Carol Miceli - IR Jay Luly - President and CEO Paul Mellett - CFO.

Analysts

Bill Miller - RBC Capital Markets Liisa Bayko - JMP Securities.

Operator

Good afternoon. My name is Sarah, and I will be your conference operator today. At this time, I would like to welcome everyone to the Enanta Pharmaceuticals’ Second Quarter Financial Results Call. All lines have been placed on mute to prevent any background noise. After the speakers' remarks, there will be a question-and-answer session.

[Operator Instructions] It is now my pleasure to introduce your speaker, Ms. Carol Miceli. Ms. Miceli, the floor is yours..

Carol Miceli

Thank you, Sarah, and thanks everyone for joining us this afternoon. The news release with our financial results was issued this afternoon, and is available on our Web site On the call today is Dr. Jay Luly, President and Chief Executive Officer; Paul Mellett, our Chief Financial Officer; and other members of Enanta's senior management team.

Before we begin with our formal remarks, we want to remind you that we will be making forward-looking statements, including plans and expectations with respect to our product candidates and financial projections, all of which involve certain assumptions, risks, and uncertainties that are beyond our control and could cause our actual developments and results to differ materially from these statements.

A description of these risks and uncertainties is in our most recent Form 10-Q and other periodic reports filed with the SEC. In addition, Enanta does not undertake any obligation to update any forward-looking statements made during this call. I'd now like to turn the call over to Dr. Jay Luly, President and CEO..

Jay Luly President, Chief Executive Officer & Director

Thank you, Carol. Good afternoon everyone, and thank you for joining us today. I'll begin by providing updates on our key development programs, and then Paul Mellett will discuss our financial results for the quarter.

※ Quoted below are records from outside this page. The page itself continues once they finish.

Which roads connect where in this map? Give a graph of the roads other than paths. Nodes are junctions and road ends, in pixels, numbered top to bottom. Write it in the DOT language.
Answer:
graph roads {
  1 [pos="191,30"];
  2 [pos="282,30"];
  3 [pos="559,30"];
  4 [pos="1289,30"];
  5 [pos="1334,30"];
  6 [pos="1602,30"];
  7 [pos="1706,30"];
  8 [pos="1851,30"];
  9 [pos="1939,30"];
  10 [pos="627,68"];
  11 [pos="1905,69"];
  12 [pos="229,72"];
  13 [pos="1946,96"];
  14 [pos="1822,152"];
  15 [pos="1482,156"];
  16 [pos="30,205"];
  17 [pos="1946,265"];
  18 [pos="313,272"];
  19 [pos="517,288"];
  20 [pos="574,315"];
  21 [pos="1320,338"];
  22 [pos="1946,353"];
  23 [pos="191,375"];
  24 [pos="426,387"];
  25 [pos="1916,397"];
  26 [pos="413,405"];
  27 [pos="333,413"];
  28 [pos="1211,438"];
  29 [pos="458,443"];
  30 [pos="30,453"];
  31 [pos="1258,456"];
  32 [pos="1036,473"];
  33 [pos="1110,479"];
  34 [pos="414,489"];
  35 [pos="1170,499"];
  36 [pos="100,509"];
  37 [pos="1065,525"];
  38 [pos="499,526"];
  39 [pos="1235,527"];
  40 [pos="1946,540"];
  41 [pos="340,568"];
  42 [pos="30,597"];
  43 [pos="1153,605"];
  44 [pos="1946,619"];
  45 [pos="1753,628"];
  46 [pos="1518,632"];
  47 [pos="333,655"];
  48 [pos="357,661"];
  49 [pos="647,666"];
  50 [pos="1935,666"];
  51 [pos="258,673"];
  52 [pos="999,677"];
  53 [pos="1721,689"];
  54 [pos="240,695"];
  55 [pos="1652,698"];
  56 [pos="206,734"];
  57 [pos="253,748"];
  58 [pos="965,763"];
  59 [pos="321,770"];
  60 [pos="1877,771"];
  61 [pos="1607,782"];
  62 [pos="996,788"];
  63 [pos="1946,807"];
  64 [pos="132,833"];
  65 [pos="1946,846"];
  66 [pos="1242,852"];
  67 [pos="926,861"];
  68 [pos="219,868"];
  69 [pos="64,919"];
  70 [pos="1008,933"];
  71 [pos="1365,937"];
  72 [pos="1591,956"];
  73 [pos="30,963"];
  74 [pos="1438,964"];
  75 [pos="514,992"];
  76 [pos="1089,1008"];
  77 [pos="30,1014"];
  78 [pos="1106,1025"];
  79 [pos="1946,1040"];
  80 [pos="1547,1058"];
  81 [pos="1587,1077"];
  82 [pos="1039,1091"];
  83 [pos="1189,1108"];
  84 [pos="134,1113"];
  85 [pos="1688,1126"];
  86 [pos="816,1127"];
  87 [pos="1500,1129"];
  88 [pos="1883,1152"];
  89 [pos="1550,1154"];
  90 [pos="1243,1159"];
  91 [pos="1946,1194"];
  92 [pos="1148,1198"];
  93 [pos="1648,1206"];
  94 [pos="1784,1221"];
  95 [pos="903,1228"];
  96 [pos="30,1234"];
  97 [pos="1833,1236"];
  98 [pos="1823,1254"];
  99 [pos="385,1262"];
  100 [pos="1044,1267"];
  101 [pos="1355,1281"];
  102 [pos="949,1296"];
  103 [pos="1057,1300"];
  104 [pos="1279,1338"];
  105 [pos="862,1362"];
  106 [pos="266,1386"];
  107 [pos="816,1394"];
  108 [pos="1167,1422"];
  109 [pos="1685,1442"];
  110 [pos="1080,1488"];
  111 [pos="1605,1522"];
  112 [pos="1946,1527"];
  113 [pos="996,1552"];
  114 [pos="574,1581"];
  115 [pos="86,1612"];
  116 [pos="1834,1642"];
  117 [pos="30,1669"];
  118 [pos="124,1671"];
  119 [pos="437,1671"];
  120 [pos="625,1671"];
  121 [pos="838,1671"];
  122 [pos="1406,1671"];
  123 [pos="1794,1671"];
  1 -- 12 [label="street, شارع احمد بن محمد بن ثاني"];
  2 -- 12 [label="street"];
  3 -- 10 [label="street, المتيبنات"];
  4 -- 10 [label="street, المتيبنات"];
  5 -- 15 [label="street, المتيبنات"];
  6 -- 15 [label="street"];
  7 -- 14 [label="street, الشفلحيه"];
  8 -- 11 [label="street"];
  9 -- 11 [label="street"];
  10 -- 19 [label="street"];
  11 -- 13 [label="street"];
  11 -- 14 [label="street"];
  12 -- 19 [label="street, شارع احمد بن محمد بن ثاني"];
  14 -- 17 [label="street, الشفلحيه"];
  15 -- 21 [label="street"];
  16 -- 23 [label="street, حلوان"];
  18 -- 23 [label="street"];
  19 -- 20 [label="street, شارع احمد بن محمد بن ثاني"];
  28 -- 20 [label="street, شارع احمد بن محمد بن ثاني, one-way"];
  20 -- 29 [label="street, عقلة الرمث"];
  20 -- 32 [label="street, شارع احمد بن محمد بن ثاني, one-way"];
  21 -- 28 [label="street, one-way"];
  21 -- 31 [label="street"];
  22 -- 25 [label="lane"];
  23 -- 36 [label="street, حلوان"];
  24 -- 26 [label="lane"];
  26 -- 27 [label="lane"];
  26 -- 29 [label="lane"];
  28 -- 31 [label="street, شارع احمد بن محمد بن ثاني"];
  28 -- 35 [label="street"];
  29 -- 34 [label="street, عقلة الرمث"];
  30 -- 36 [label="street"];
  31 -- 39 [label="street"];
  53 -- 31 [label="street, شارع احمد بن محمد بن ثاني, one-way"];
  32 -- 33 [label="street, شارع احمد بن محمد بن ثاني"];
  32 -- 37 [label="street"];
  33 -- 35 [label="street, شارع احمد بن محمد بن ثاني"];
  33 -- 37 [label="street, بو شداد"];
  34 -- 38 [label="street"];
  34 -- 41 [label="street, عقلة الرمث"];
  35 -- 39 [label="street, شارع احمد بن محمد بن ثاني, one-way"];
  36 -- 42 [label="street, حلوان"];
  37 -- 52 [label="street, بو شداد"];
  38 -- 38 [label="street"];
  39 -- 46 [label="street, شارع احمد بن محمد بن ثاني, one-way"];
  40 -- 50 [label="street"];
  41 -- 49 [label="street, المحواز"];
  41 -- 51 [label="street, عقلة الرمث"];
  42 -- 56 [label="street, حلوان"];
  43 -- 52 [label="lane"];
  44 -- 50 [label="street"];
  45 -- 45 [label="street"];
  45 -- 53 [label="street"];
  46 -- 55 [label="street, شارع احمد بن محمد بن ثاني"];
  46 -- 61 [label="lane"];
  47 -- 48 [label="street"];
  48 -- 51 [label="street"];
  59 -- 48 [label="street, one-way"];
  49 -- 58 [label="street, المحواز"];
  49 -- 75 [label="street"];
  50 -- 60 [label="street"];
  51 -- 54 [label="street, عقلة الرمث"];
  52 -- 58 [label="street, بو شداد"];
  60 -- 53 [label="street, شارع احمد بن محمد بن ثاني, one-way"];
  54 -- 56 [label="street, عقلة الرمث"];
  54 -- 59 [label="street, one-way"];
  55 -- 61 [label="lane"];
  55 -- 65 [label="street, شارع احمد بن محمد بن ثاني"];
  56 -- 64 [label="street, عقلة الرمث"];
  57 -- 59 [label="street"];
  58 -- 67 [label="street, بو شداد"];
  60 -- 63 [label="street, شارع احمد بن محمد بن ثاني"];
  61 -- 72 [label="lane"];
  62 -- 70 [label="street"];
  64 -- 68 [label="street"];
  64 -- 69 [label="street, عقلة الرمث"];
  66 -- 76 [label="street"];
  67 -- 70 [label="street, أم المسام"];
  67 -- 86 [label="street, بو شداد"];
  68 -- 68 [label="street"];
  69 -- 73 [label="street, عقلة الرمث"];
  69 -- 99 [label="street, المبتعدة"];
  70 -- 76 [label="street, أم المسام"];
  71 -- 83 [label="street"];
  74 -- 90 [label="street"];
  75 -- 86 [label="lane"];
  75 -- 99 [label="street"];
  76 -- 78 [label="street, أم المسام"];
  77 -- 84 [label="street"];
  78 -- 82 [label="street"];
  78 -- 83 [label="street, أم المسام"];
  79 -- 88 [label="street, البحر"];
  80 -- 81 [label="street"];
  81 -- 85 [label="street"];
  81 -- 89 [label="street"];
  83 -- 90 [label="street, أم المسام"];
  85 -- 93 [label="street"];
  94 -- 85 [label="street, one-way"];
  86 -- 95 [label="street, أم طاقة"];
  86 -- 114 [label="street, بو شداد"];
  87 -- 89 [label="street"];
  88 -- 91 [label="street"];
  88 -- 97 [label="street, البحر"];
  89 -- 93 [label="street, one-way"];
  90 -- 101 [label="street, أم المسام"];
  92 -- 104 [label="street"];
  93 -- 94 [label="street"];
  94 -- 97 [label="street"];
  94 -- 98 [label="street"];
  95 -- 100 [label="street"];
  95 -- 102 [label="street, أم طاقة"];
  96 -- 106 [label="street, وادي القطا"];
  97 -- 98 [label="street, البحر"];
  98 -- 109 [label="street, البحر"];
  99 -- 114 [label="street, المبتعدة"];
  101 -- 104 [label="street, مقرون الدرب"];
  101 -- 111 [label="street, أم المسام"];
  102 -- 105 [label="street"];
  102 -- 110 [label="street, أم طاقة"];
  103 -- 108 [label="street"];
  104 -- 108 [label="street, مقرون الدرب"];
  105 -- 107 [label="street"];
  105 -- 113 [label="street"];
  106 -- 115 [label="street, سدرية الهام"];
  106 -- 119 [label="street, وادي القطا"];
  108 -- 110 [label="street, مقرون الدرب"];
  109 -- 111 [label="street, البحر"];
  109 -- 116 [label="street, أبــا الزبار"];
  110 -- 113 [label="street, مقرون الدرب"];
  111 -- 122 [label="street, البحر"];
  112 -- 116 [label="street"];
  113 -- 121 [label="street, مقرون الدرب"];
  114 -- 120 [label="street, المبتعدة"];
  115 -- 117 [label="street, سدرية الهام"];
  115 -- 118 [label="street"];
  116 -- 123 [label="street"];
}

We had another productive quarter enhanced by the growing market share of our licensed product included in the AbbVie's MAVIRET regimen for HCV, which I will discuss in a few minutes. But right now I would like to talk about our exciting internal R&D pipeline, including our three wholly-owned clinical-stage programs in NASH, PBC and RSV.

Our most advanced programs are for NASH and PBC, where we are conducting Phase 2 clinical studies with EDP-305 or FXR agonist candidate. In NASH, our Phase 2 clinical study named ARGON-1 is a 12-week randomized double-blind placebo-controlled study evaluating the safety, tolerability, pharmacokinetics, and efficacy of EDP-305 in subjects with NASH.

As primary endpoints, this proof-of-concept study will assess safety and changes in alanine transaminase or ALT levels, an important measure of liver entry in NASH. This study will also focus on evaluating multiple secondary endpoints that play a significant role in NASH, including imaging and non-invasive markers of fibrosis and steatosis.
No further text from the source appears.